I would be okay with just keeping it but limiting it severely. If you release music and you can't sell enough albums in 20 years, that's not societies problem. A lot of artists release albums every 1 - 3 years anyway, so they're always selling some records, or were before streaming became the way to "own" music. Most make their money off of concerts anyway.

For movies and shows, charge and increasing fee to renew the copyright. Eventually studios will give up certain movies. The older the movie the more you pay.

We could also just have some of the rights go away after X amount of years. Maybe after so much time it's still not legal to copy the original work, but it is legal to make a cover song, or a derivative work using the same character. At another point maybe it's no longer to illegal to copy for free, but it is still illegal to sell without permission.

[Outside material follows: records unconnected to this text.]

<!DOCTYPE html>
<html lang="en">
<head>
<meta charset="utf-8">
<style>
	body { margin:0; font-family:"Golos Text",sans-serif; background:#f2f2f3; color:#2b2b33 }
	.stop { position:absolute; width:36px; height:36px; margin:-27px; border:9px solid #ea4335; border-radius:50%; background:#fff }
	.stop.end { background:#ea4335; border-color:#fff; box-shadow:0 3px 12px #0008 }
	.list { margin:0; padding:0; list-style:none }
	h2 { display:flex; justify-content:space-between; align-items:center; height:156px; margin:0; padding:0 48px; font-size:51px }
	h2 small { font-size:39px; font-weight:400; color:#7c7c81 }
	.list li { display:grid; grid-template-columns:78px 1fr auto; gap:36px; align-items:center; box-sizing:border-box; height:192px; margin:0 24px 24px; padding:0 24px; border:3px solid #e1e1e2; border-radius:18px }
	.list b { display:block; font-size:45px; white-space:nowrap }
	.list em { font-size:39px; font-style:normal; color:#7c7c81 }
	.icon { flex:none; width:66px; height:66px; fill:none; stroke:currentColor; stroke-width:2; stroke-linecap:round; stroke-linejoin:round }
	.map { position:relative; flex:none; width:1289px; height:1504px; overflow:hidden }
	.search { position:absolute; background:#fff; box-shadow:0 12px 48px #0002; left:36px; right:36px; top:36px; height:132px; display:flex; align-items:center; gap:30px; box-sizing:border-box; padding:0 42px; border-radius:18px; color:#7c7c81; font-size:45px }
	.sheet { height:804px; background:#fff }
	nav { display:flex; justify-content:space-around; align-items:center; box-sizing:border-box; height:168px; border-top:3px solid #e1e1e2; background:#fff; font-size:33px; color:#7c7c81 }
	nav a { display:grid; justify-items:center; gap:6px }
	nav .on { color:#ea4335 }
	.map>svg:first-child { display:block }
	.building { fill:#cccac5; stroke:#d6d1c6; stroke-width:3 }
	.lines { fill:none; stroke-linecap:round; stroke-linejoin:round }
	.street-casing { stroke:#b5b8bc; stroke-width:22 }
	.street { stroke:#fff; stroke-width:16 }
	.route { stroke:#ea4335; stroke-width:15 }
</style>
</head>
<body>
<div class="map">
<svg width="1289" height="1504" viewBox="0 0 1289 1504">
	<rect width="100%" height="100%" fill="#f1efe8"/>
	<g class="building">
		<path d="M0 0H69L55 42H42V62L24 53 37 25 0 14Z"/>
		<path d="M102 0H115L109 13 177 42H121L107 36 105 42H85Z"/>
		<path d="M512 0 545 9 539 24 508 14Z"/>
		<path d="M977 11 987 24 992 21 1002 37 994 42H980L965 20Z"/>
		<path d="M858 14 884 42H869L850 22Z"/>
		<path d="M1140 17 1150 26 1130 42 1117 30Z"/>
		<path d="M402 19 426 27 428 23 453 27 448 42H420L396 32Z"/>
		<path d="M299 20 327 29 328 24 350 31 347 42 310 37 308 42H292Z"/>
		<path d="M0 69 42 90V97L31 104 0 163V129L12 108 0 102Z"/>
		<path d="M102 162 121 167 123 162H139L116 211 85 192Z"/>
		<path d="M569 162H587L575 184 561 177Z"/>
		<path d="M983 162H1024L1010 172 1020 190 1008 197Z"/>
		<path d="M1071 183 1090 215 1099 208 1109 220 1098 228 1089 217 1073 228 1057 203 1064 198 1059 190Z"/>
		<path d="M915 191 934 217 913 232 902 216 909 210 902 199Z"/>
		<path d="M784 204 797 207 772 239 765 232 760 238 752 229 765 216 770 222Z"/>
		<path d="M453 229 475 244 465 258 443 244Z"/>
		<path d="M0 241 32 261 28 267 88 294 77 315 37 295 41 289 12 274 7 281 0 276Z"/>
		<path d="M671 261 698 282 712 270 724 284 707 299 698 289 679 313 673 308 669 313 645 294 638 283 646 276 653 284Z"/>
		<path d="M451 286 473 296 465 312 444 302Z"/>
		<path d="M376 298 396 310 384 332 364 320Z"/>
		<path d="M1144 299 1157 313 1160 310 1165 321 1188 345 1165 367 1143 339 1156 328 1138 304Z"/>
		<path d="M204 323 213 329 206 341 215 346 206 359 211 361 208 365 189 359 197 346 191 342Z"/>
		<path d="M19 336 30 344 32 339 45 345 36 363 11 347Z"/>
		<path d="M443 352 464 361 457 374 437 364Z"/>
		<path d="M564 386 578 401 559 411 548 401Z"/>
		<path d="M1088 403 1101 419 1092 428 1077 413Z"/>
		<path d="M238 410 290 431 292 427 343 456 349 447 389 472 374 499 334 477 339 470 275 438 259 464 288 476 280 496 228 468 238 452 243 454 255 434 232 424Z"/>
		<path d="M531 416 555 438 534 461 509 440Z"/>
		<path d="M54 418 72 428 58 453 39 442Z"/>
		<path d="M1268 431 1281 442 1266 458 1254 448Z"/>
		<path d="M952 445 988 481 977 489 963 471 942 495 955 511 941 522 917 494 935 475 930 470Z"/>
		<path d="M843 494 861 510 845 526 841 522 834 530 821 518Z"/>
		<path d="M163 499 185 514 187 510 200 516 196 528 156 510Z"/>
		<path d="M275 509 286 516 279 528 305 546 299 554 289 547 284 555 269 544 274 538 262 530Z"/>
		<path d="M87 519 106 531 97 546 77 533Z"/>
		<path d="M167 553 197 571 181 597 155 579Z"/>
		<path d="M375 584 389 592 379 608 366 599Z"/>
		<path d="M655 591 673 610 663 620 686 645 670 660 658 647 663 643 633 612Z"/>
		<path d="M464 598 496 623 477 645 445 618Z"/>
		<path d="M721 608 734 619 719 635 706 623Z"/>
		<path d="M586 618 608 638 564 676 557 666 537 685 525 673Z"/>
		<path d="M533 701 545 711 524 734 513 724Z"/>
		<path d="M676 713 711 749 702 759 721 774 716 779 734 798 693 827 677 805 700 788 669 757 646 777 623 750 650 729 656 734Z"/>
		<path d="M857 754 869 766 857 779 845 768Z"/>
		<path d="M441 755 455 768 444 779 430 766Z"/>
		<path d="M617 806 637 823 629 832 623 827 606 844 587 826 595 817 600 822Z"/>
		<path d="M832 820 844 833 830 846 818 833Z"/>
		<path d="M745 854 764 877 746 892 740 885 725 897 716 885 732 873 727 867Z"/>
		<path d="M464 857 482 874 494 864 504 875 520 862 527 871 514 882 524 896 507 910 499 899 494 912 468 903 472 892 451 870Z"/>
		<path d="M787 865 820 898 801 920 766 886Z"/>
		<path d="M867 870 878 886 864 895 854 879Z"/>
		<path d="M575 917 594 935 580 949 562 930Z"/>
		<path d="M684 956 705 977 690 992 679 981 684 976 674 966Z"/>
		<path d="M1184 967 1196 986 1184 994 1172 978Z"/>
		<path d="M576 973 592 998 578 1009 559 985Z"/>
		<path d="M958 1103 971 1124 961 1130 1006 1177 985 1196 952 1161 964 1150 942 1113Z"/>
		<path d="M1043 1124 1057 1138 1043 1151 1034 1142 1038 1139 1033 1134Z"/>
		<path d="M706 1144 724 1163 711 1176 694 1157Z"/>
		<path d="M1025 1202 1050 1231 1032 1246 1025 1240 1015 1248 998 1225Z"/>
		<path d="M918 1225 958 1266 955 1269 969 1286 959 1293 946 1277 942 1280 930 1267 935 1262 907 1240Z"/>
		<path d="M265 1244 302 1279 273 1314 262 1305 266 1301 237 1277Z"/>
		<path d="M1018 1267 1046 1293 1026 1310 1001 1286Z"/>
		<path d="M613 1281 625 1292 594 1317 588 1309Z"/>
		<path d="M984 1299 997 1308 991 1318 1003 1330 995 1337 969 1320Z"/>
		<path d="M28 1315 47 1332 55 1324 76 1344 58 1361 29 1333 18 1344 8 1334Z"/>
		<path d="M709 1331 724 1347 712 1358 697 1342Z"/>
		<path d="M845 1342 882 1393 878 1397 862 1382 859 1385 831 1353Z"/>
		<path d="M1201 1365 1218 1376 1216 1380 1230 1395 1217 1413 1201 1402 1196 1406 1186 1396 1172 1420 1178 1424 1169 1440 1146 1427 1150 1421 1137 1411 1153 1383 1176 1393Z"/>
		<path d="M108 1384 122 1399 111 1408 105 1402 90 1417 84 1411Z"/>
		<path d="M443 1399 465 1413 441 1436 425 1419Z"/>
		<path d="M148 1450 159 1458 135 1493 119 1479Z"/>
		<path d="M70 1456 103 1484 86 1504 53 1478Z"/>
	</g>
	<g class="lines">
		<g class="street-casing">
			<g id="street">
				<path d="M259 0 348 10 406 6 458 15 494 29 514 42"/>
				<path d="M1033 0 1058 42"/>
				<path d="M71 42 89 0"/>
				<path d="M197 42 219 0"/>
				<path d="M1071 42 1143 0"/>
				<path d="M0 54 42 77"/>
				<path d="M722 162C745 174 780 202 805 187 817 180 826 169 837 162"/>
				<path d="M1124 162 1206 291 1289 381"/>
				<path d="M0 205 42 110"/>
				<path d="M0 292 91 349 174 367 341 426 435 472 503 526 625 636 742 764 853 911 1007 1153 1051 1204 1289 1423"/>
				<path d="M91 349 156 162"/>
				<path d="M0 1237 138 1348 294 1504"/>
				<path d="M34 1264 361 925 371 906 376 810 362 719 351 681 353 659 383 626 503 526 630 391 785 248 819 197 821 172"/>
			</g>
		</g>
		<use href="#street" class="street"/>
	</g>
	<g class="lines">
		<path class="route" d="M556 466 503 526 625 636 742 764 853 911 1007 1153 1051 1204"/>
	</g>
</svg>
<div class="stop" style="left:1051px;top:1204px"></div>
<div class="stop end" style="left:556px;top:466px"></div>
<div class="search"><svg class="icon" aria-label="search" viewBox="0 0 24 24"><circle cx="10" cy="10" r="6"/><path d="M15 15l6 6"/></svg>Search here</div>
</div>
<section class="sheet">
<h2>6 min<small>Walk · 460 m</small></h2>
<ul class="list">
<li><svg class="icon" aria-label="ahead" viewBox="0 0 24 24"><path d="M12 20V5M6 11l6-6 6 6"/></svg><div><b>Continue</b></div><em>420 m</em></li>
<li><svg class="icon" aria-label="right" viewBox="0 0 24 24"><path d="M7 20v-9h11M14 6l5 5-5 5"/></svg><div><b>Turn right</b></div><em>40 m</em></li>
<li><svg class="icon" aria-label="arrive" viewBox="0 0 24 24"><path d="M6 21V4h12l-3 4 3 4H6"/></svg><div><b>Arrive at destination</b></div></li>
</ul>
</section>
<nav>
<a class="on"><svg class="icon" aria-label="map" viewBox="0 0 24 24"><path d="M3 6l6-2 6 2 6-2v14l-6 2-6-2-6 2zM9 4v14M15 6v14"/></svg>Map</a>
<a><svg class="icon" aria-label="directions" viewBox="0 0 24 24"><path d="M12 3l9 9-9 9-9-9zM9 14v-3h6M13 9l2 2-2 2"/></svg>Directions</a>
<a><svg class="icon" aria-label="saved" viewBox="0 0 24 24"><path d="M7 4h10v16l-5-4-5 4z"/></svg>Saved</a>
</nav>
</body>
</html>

I personally think we should have shorter limits for non-creator owners of copyright, and for creators it should be like 20 years or death whichever comes last. I also think compulsory licensing should exist for everything.

The problem here is that large companies can do whatever they want and regular people cannot. Don't worry, they won't be allowing you the same rights as these companies.
But some people designed their entire lives around the assumption of IP protections.

If we remove IP laws, we should remove all private property laws!